- Film poster
- Directed by: Jamie Adams
- Written by: Jamie Adams
- Produced by: Jamie Adams; Richard Elis; Maggie Monteith;
- Starring: Suki Waterhouse; Jennifer Grey; Poppy Delevingne; Craig Roberts; Griffin Dunne;
- Cinematography: Ryan Eddleston
- Edited by: Mike Hopkins
- Music by: Walter Mair
- Production companies: Dignity Film Finance; Talland Films; Twenty Dollar Pictures;
- Distributed by: Gravitas Ventures; Pinpoint;
- Release dates: 25 June 2019 (United States); 28 June 2019 (United Kingdom);
- Running time: 80 minutes
- Countries: United States; United Kingdom;
- Language: English

= Bittersweet Symphony (film) =

2019 American-British drama film by Jamie Adams

Bittersweet Symphony is a 2019 American-British movie, written and directed by Jamie Adams. It stars Suki Waterhouse, Jennifer Grey, Poppy Delevingne, Craig Roberts and Griffin Dunne.

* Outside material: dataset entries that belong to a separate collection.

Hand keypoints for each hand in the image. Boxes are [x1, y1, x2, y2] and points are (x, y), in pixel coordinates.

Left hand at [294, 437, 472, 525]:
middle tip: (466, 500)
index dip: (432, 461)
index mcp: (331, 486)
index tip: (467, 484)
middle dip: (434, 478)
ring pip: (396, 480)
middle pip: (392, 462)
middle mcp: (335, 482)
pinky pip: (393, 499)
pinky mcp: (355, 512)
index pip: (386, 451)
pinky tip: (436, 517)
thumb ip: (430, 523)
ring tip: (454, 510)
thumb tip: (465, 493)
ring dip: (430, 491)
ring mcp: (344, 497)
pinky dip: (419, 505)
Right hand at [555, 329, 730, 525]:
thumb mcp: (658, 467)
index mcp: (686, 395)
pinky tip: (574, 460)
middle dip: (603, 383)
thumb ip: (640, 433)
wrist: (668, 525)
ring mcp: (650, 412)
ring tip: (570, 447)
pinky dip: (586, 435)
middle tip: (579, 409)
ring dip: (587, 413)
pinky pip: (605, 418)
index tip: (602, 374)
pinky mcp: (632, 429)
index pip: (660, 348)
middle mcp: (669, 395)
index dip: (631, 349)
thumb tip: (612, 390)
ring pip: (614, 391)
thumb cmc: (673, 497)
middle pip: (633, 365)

Iris Evans (Suki Waterhouse) stars as a musician who has just completed her first soundtrack to a Hollywood feature and who finds her personal life getting complicated.

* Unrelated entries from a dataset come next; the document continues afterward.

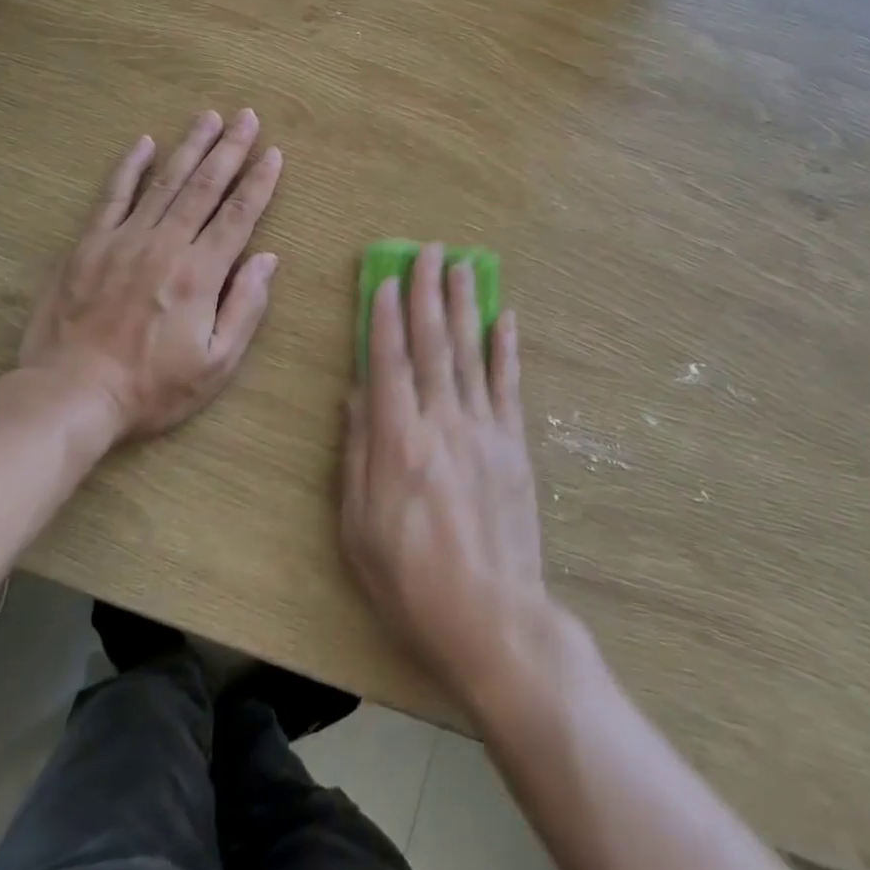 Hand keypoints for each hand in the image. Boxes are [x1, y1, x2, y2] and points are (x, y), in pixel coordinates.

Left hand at [10, 109, 282, 444]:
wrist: (72, 394)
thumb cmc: (151, 387)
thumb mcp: (215, 364)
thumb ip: (245, 307)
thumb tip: (267, 259)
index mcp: (200, 273)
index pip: (238, 216)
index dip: (259, 182)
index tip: (274, 153)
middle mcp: (165, 245)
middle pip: (205, 187)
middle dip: (230, 149)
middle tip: (247, 116)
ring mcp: (124, 240)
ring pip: (165, 182)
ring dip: (190, 147)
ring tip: (209, 117)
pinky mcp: (89, 244)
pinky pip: (112, 196)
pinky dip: (129, 167)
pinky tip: (144, 143)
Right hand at [341, 244, 555, 708]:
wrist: (492, 618)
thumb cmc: (411, 579)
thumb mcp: (358, 527)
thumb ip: (356, 453)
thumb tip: (356, 395)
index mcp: (397, 441)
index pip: (389, 361)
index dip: (384, 317)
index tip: (385, 279)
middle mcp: (442, 421)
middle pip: (432, 344)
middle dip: (427, 293)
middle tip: (428, 251)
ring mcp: (483, 429)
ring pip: (470, 352)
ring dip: (464, 305)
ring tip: (462, 266)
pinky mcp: (513, 444)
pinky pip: (508, 384)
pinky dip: (505, 348)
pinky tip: (504, 317)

It was released in the United States on 25 June 2019, by Gravitas Ventures, and in the United Kingdom on 28 June 2019, by Pinpoint.

==Cast==
- Suki Waterhouse as Iris Evans
- Jennifer Grey as Eleanor Roberts
- Poppy Delevingne as Abigail
- Craig Roberts as Bobby Purser
- Griffin Dunne as Griffin
- Richard Elis as Uncle Keith
- Keiron Self as Leonard

==Production==
In November 2017, it was announced Suki Waterhouse, Jennifer Grey, Poppy Delevingne, Craig Roberts, Richard Elis and Griffin Dunne had joined the cast of the film, with Jamie Adams directing from a screenplay he wrote.

==Release==
The film Premiered at the Edinburgh International Film Festival in June 2019.
The film was released in the United States on 25 June 2019, by Gravitas Ventures, and in the United Kingdom on 28 June 2019, by Pinpoint.